The ethnic TV station had planned to use the name "International Channel/Canal international", with "ICI" as an acronym. Nowrouzzahrai (who does business under the name Sam Norouzi) even registered "ICI" as a trademark with the Canadian Intellectual Property Office back in 2011.
The CBC's letter was sent this week and a statement of claim was filed with the federal court on Monday. Marc Pichette, a spokesperson for Radio-Canada, confirmed that the corporation asked the station to change its name saying the word ici "has been a Radio-Canada staple for decades." Network identifications use the phrase "Ici Radio-Canada" and a current advertising campaign uses the word to reflect its connection with its audience.

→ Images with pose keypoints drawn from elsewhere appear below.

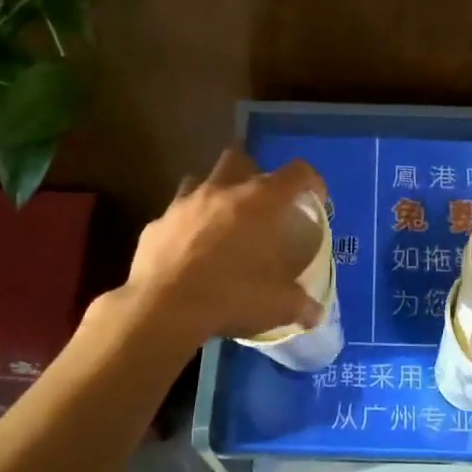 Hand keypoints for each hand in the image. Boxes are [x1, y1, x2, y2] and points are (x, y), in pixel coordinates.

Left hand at [119, 147, 326, 348]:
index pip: (297, 173)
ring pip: (201, 180)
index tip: (314, 199)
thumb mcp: (277, 306)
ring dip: (214, 194)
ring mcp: (184, 203)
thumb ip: (300, 304)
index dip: (311, 181)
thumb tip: (315, 313)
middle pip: (240, 158)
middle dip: (252, 173)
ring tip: (221, 221)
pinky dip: (184, 226)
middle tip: (259, 203)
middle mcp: (223, 191)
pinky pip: (174, 215)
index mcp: (261, 202)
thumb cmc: (231, 296)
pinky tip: (187, 250)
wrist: (163, 307)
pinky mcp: (156, 223) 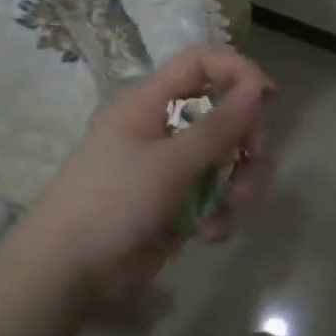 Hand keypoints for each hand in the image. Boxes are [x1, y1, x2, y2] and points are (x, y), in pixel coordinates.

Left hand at [12, 44, 273, 317]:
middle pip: (222, 112)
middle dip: (246, 137)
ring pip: (225, 157)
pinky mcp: (175, 204)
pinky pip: (213, 196)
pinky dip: (220, 212)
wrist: (66, 273)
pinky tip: (210, 234)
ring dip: (240, 179)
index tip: (269, 98)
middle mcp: (162, 128)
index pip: (201, 63)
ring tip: (235, 205)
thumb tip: (258, 88)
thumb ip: (218, 126)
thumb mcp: (170, 163)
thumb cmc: (112, 203)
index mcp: (150, 103)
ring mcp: (169, 168)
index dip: (238, 71)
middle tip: (254, 162) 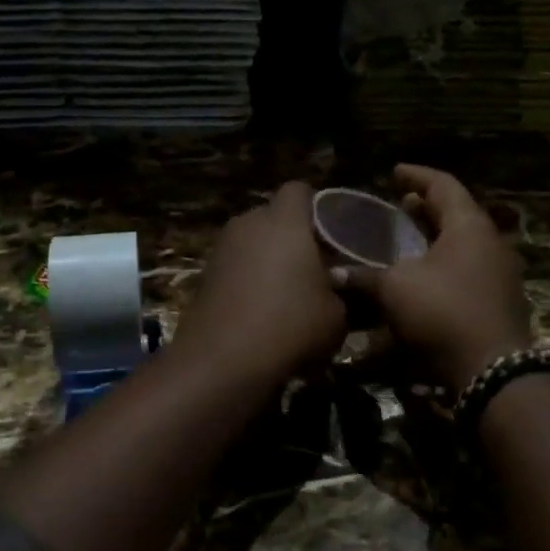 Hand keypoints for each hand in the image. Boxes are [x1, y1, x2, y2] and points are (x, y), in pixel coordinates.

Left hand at [173, 181, 347, 383]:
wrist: (223, 361)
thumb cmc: (291, 325)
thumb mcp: (337, 314)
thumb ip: (344, 291)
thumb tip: (343, 286)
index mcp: (284, 220)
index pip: (299, 189)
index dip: (317, 205)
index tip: (333, 231)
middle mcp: (248, 223)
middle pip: (273, 215)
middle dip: (293, 234)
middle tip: (315, 264)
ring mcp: (222, 248)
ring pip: (252, 241)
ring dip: (269, 258)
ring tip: (289, 291)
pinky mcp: (205, 275)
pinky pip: (236, 265)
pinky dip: (249, 279)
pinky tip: (263, 309)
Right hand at [335, 164, 532, 390]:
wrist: (492, 372)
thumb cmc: (443, 313)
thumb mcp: (395, 289)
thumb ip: (364, 277)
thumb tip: (334, 275)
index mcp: (469, 226)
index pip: (443, 185)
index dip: (415, 175)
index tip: (393, 172)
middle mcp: (490, 243)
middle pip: (455, 214)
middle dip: (424, 208)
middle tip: (397, 206)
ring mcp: (498, 274)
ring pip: (461, 245)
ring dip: (432, 240)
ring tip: (404, 243)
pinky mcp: (497, 302)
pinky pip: (465, 272)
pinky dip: (441, 267)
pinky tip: (419, 281) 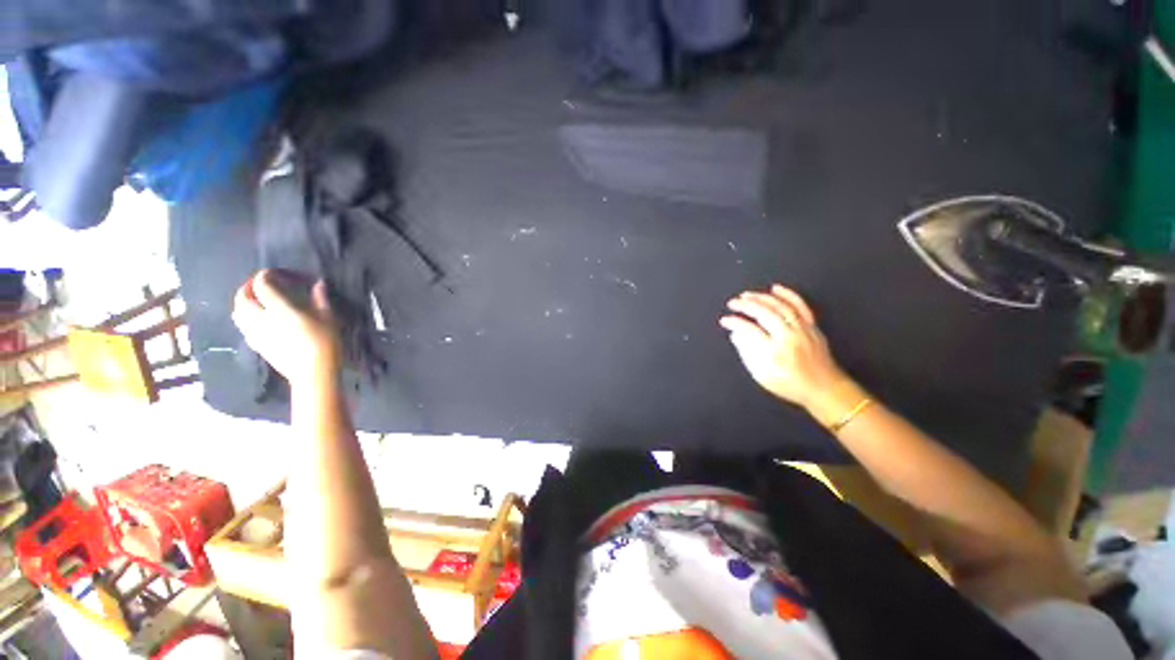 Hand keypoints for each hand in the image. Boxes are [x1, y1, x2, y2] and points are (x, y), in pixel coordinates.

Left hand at [232, 269, 341, 388]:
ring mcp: (255, 333)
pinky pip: (243, 326)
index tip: (275, 273)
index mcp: (279, 309)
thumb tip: (318, 284)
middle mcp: (261, 319)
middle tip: (259, 285)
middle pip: (242, 298)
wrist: (313, 372)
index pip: (262, 286)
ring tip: (255, 301)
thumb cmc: (325, 343)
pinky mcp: (256, 345)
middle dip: (248, 288)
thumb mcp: (328, 318)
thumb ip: (320, 299)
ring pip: (237, 312)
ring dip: (243, 303)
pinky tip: (257, 320)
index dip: (265, 276)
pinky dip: (245, 318)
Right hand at [719, 285, 850, 415]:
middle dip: (746, 305)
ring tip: (747, 294)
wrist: (824, 388)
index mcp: (775, 350)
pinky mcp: (811, 326)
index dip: (734, 322)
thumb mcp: (761, 375)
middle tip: (732, 302)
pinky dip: (788, 295)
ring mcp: (802, 329)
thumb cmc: (790, 384)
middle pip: (765, 313)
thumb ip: (746, 353)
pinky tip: (776, 288)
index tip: (724, 320)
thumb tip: (736, 334)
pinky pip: (800, 306)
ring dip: (761, 297)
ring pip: (781, 306)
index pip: (749, 329)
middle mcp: (789, 336) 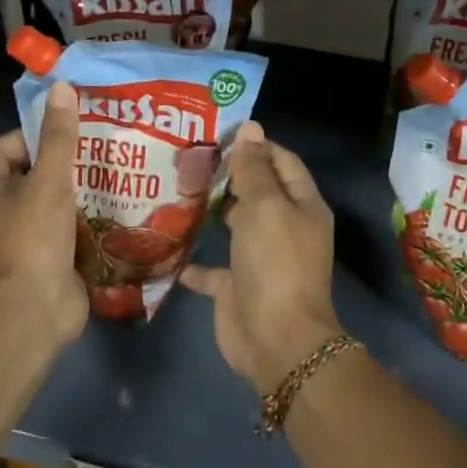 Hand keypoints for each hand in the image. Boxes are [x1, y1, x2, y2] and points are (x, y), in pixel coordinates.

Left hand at [0, 81, 86, 345]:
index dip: (33, 135)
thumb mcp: (49, 182)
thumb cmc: (33, 240)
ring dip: (75, 194)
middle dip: (61, 164)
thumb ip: (58, 138)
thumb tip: (61, 88)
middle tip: (98, 152)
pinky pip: (61, 232)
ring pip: (47, 205)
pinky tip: (111, 213)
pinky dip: (81, 223)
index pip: (4, 148)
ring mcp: (17, 242)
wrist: (34, 314)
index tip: (68, 132)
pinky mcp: (40, 263)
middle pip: (28, 177)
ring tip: (111, 177)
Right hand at [182, 122, 342, 393]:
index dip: (255, 145)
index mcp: (301, 205)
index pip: (281, 161)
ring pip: (234, 225)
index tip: (217, 133)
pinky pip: (212, 268)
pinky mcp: (236, 287)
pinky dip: (192, 258)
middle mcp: (284, 228)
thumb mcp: (265, 207)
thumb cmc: (275, 263)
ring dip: (210, 211)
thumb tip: (251, 128)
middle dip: (226, 174)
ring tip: (173, 188)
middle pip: (257, 191)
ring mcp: (260, 259)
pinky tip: (165, 243)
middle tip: (186, 157)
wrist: (277, 340)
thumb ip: (253, 169) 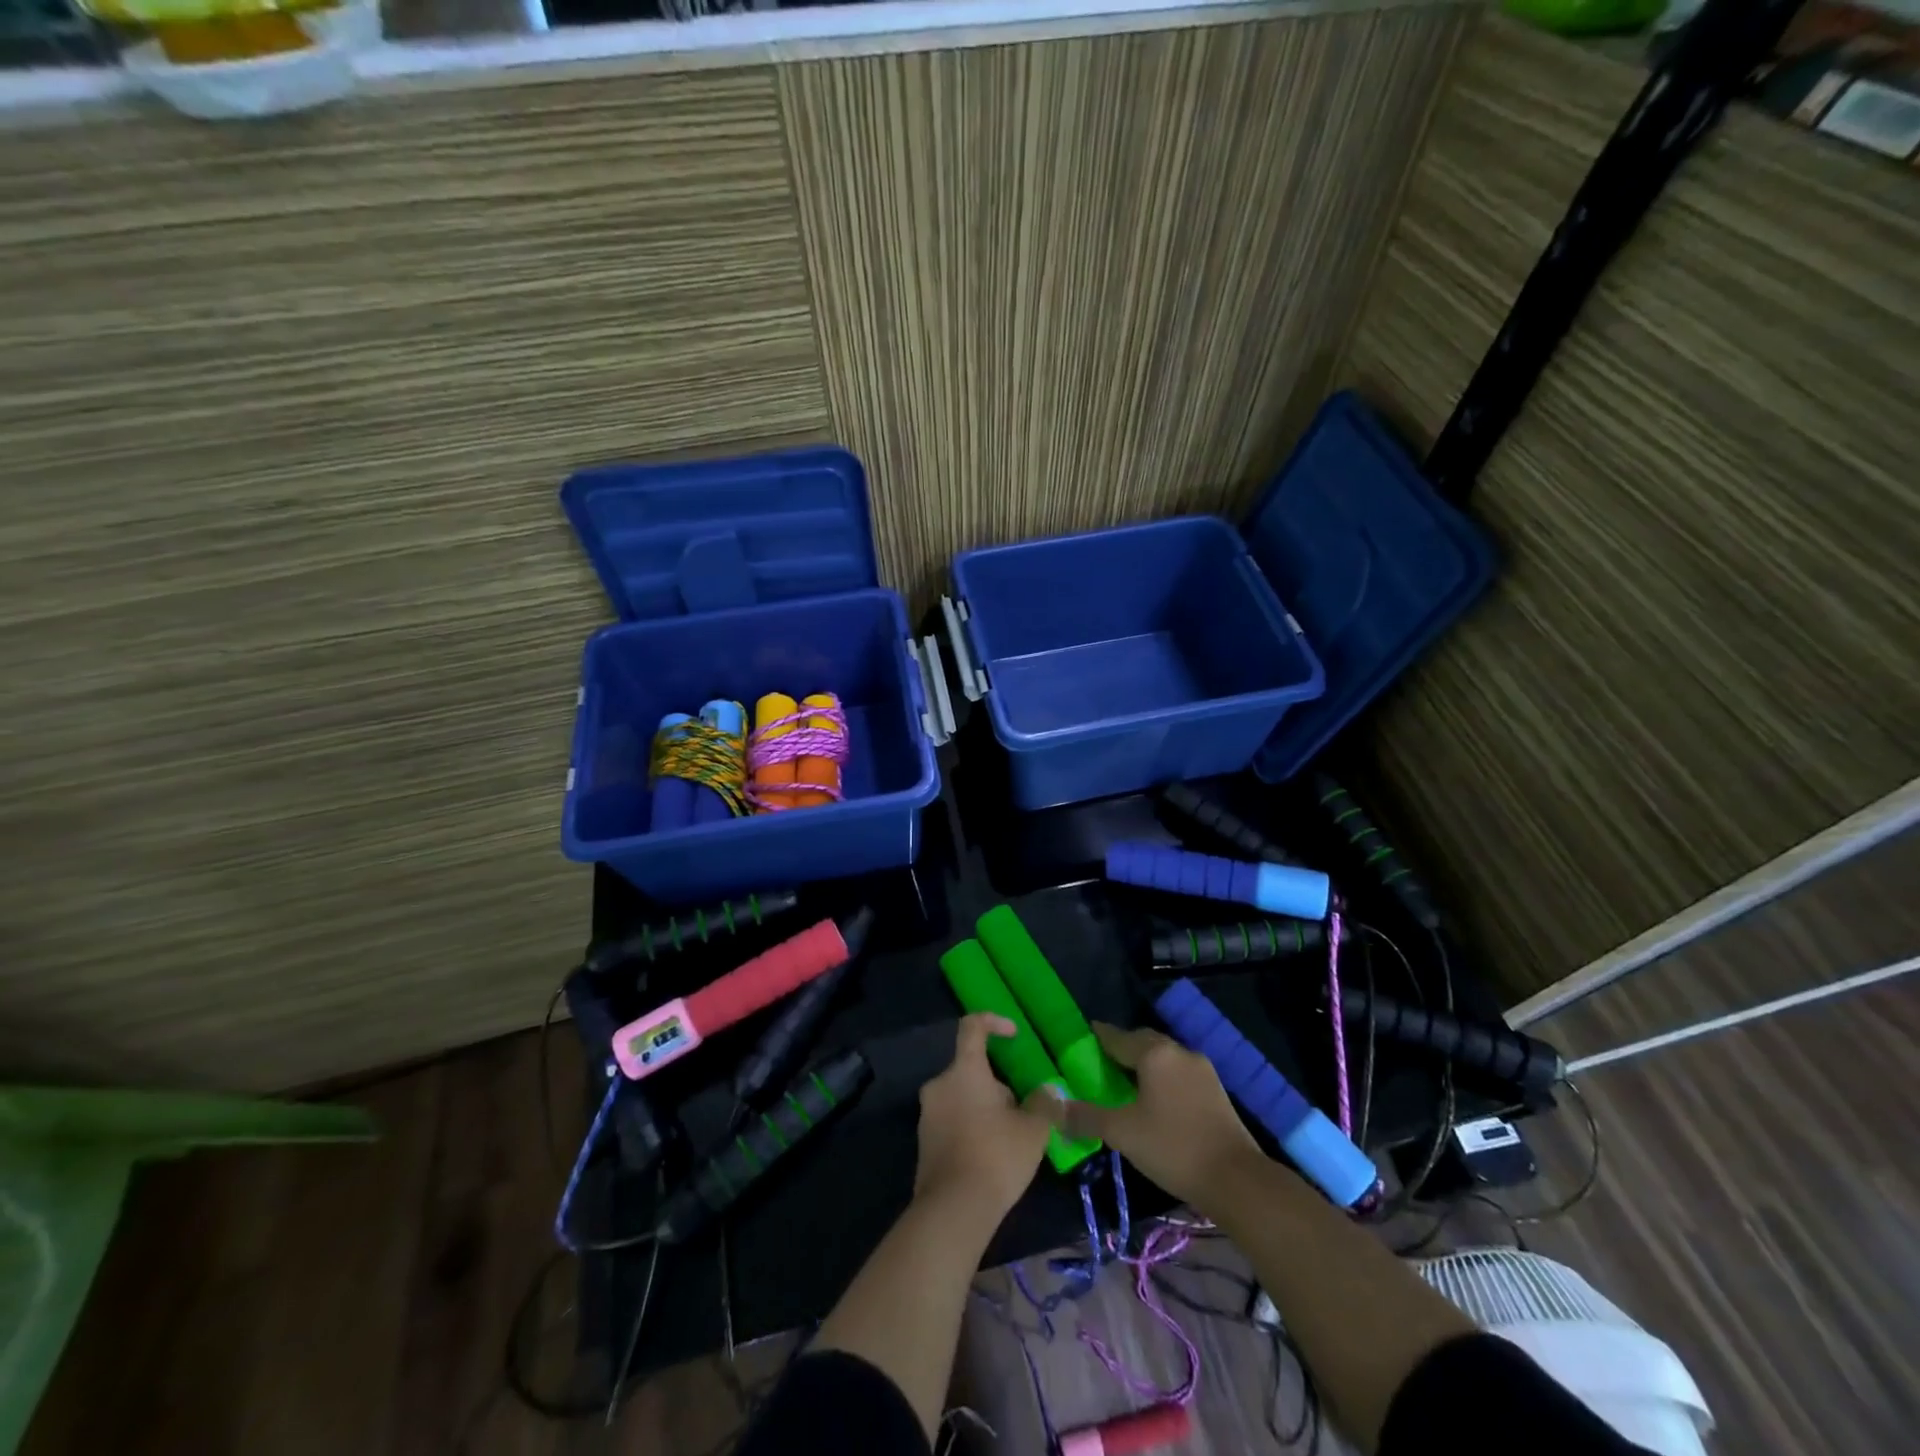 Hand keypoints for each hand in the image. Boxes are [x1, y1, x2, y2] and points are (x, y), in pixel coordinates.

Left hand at [914, 1013, 1054, 1232]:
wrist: (953, 1211)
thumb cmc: (996, 1156)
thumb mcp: (1033, 1130)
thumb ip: (1043, 1104)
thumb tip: (1048, 1092)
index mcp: (964, 1070)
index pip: (972, 1026)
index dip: (994, 1022)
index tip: (1014, 1035)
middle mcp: (939, 1084)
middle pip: (970, 1069)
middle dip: (997, 1085)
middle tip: (1021, 1112)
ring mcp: (927, 1114)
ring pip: (961, 1097)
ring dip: (984, 1108)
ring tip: (1009, 1139)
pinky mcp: (923, 1143)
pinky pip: (951, 1121)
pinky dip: (970, 1128)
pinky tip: (990, 1157)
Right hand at [1039, 1021, 1262, 1209]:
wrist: (1237, 1179)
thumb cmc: (1173, 1148)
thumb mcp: (1122, 1133)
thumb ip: (1086, 1117)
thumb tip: (1053, 1108)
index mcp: (1154, 1053)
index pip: (1117, 1036)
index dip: (1097, 1037)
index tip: (1081, 1037)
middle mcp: (1178, 1051)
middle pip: (1142, 1041)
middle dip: (1121, 1047)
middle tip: (1100, 1062)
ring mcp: (1201, 1069)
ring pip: (1163, 1057)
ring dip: (1143, 1063)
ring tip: (1125, 1081)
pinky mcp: (1215, 1090)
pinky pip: (1178, 1073)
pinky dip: (1161, 1077)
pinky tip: (1154, 1098)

But a search of the Canadian Trade-marks Database shows a series of trademarks for use of the term "ici" were filed by the CBC last fall, a year after Nowrouzzahrai's ICI trademark. Montreal newspaper Le Devoir reported on Wednesday that the public broadcaster is considering rebranding all its French-language services and is playing with the term "ici". The trademarks registered by the CBC suggest the rebranding would apply to all Radio-Canada services, from local television stations to specialty channels RDI, ARTV and Explora, and websites like espace.mu and tou.tv.
Nowrouzzahrai, who is busy acquiring a transmitter and antenna for the multicultural station and dealing with dozens of independent producers who will make programming for it, only found out about the letter when this journalist called him about it. He's currently in Florida and said he doesn't know what to do about it. "We don't have money to hire lawyers," he said after confirming with his father back in Montreal that the law firm Gowlings had sent his company a letter on behalf of the CBC. Nowrouzzahrai said it was unlikely the small family operation would stand a chance against the CBC's legal power.
Nowrouzzahrai's ethnic TV station, which received CRTC approval in December, was part of a three-party deal that also saw Rogers Broadcasting purchase CJNT in Montreal from Channel Zero for $10.3 million and convert it from an ethnic station into an English-language Citytv station. In exchange, both Rogers and Channel Zero are providing support to Nowrouzzahrai's company to help it launch the new ethnic station, which would be run as a producers' cooperative.